Anche i "duri" di Trieste evitano il blocco totale. E i Tir entrano in porto

Il manipolo di camalli della capitale No Pass sceglie la linea morbida. Ma non se ne va

Anche i "duri" di Trieste evitano il blocco totale. E i Tir entrano in porto

Trieste «Dovemo fermar tuto e tuti» urla in dialetto Fabio Tuiach, pettorina gialla d'ordinanza dei lavoratori portuali, codino e naso schiacciato da pugile. Al valico numero 4 del porto di Trieste, la protesta contro il green pass è cominciata alle 6 del mattino, ma l'irriducibile di estrema destra non ci sta a far passare i pochi coraggiosi che non vogliono scioperare. «Se non lavoro io e neanche mia moglie dipendente di un supermercato, perché siamo No Pass, non devono farlo neanche gli altri» si inalbera Tuiach cercando di fermare un'utilitaria grigia infilata nella folla e più tardi ha tirato un pugno in faccia ad un altro portuale in uno scontro con l'ala di estrema sinistra. All'interno un pacato e barbuto dipendente del porto ribadisce: «Rispetto la loro protesta, che facciano lo stesso con me lasciandomi passare». I «fratelli» del Coordinamento lavoratori portuali di Trieste fermano Tuiach, che si consola agitando un rosario di Medjugorie e spiegando che «monsignor Viganò, vicino a Trump, e il direttore di Radio Maria» sono contro il green pass. I fan lo applaudono e lui ricorda «che in Europa è obbligatorio solo per noi stupidi italiani».

La linea dei portuali duri e puri si è ammorbidita trasformando il blocco in sciopero e presidio. Chi vuole entra, ma a farsi largo fra la folla che aumenta sono neanche 10 macchine. I portuali cantano vittoria sostenendo che «su 800 sono andati a lavorare solo in 100». L'annunciata paralisi, però, è evaporata scontentando tanti No Pass e la protesta non si allarga ad altri scali strategici. A dettare la linea è Stefano Puzzer, portavoce dei portuali che ribadisce al Giornale: «Fino a quando non ritireranno il green pass manterremo questo presidio rispettando la libertà di scelta di tutti». Il capopopolo, detto Ciccio, è una star che signore attempate e nerboruti manifestanti rincorrono per immortalare con un selfie.

Dopo qualche ora l'ingresso al porto si riempie con 6-7mila manifestanti No Pass, che arrivano dalla città, ma pure da Udine, Verona, Vicenza e Firenze. Tutti sono attratti dal clamore mediatico di Trieste «capitale No Pass». Le forze dell'ordine mantengono un basso profilo e vanno anche a prendere un caffè nell'improvvisata cucina da campo della manifestazione ricavata sotto un cavalcavia. «Prepariamo il cibo per la resistenza» dichiara Diego Sen, giovane cuoco che non vuole il vaccino. Un paio di pachidermi su ruote che trasportano merci devono fare marcia indietro davanti alla folla. I Tir vengono dirottati sul varco numero 1 del porto, che doveva essere pure presidiato. In realtà c'è solo un drappello di agenti e una fila di camion in attesa di entrare.

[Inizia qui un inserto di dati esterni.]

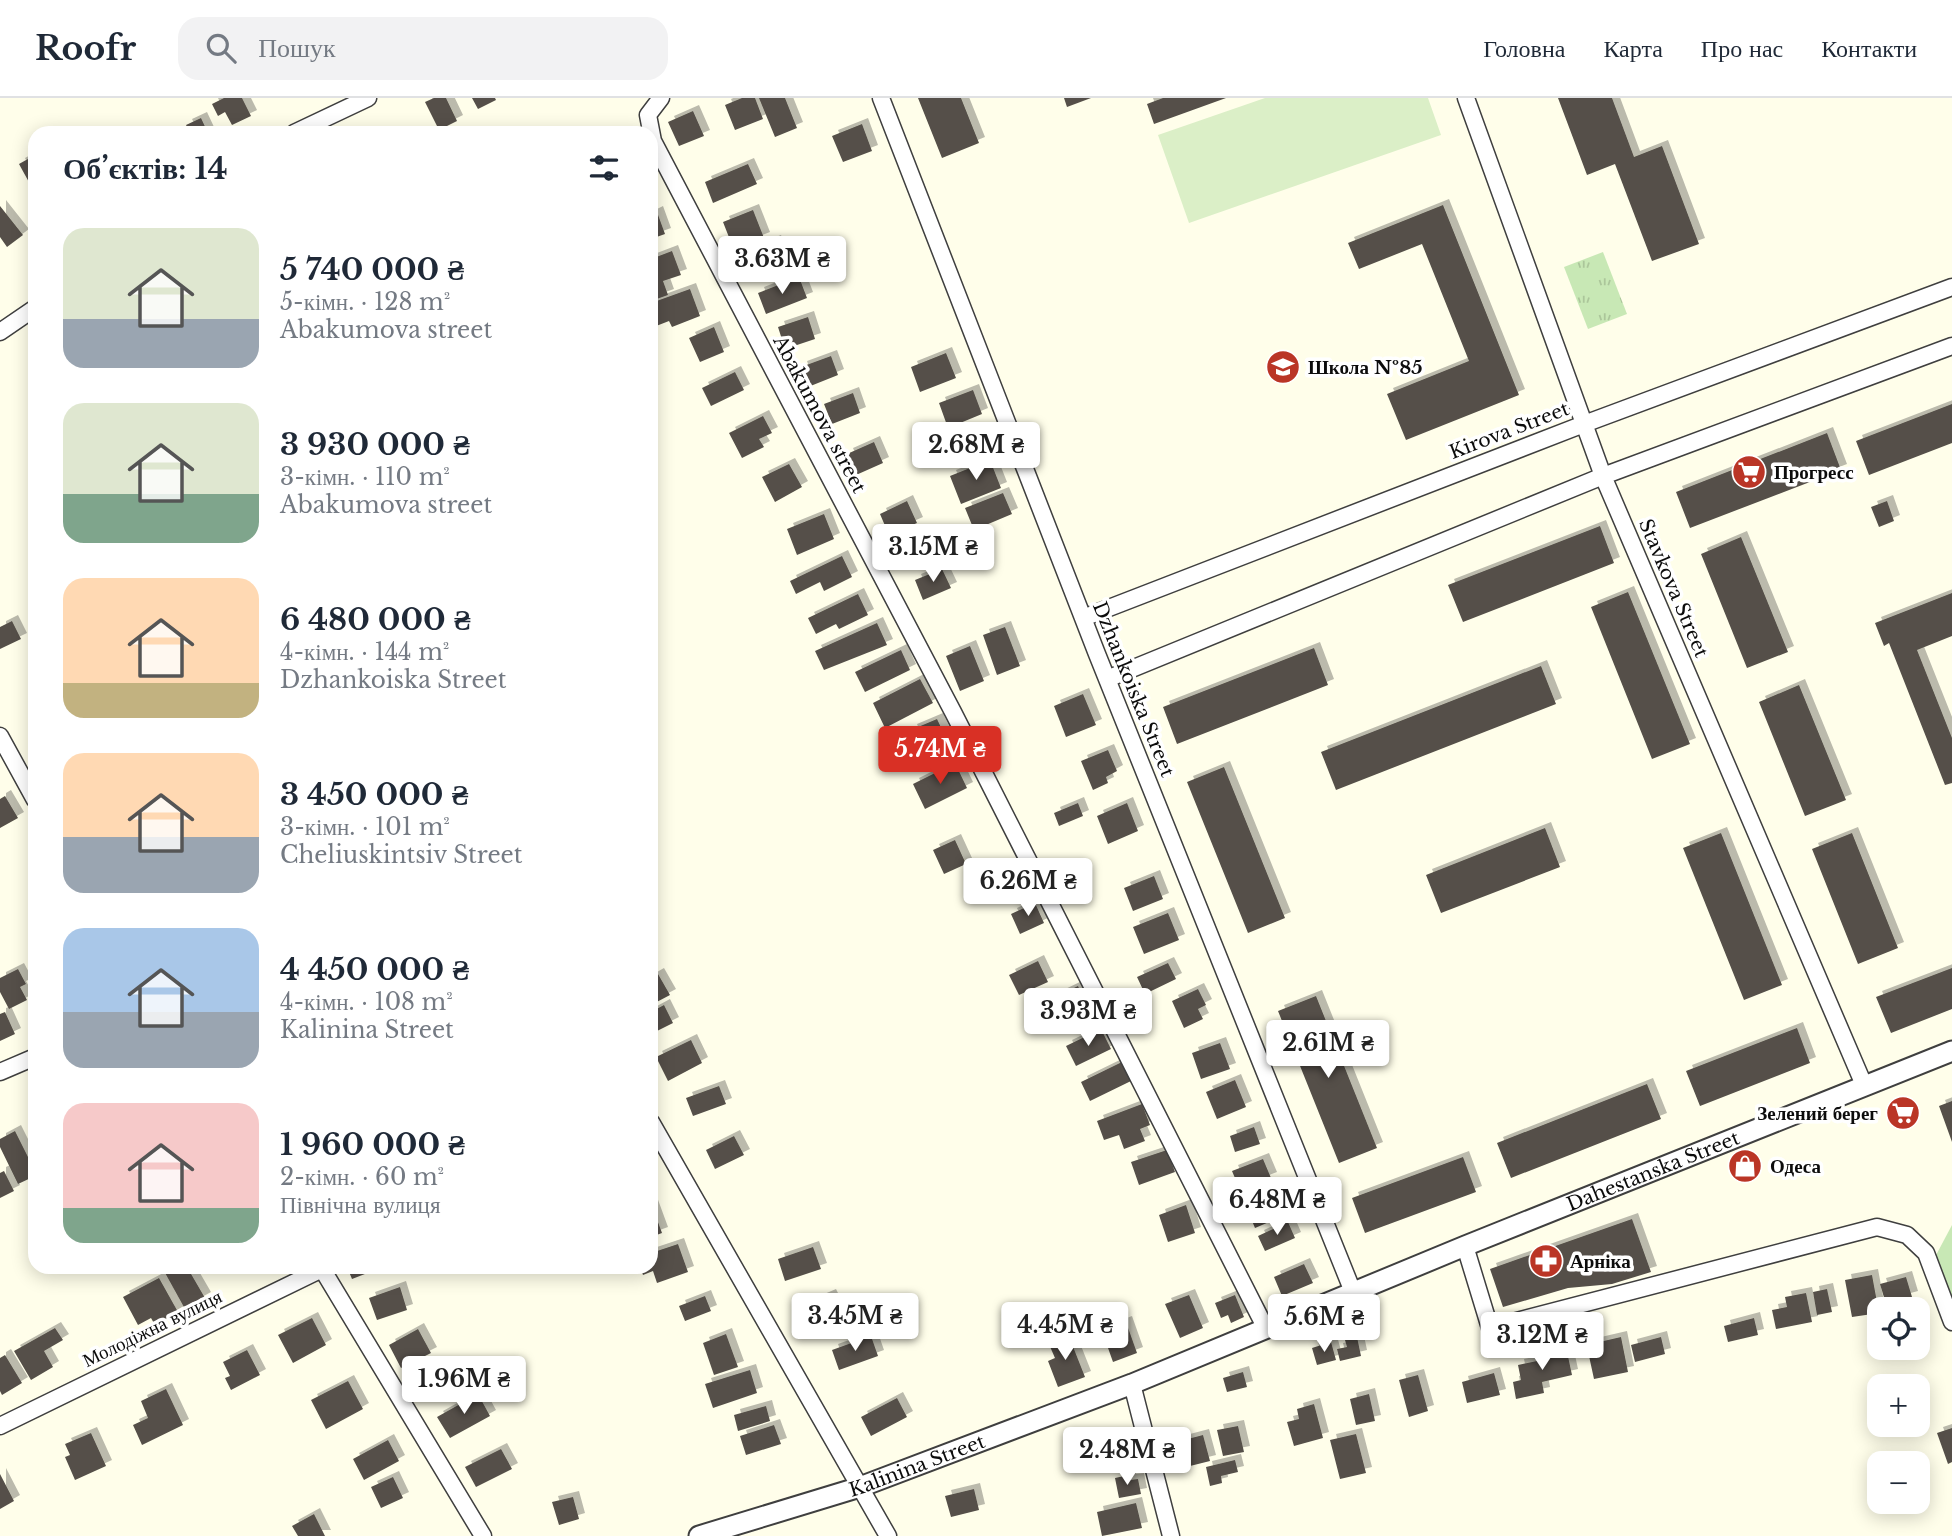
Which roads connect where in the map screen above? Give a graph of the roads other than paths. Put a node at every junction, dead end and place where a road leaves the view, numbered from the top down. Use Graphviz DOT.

La barriera umana in appoggio ai portuali è come sempre un mondo sorprendente. Quando si alza il sole c'è chi suona il corno come i vichinghi. Un vigile urbano non in servizio è convinto: «Bisogna eliminare la tessera verde, atto politico che di sanitario non ha nulla». Un signore con i capelli grigi si aggira sostenendo che «è tutto frutto dei satanisti».

Loris Mazzorato già sindaco vicino a Treviso si presenta con una maglietta che riporta l'annuncio delle leggi razziali del 1938. Ex alpini cantano le strofe della Julia e un gruppetto indossa le magliette amaranto dei vigili del fuoco. I giornalisti bollati come «venduti» vengono presi di nuovo di mira.

Sebastiano Grison, uno dei capi del Coordinamento dei portuali, sostiene che «siamo pronti a non lavorare fino al 31 dicembre, quando scadrà il decreto green pass.

Per noi è un provvedimento criminale». La barriera umana, però, si indebolisce con il calare del buio. E una fonte del Giornale nelle forze dell'ordine spiega «che non verrà tollerata a lungo questa situazione. Siamo solo in attesa dell'ordine di sgombero».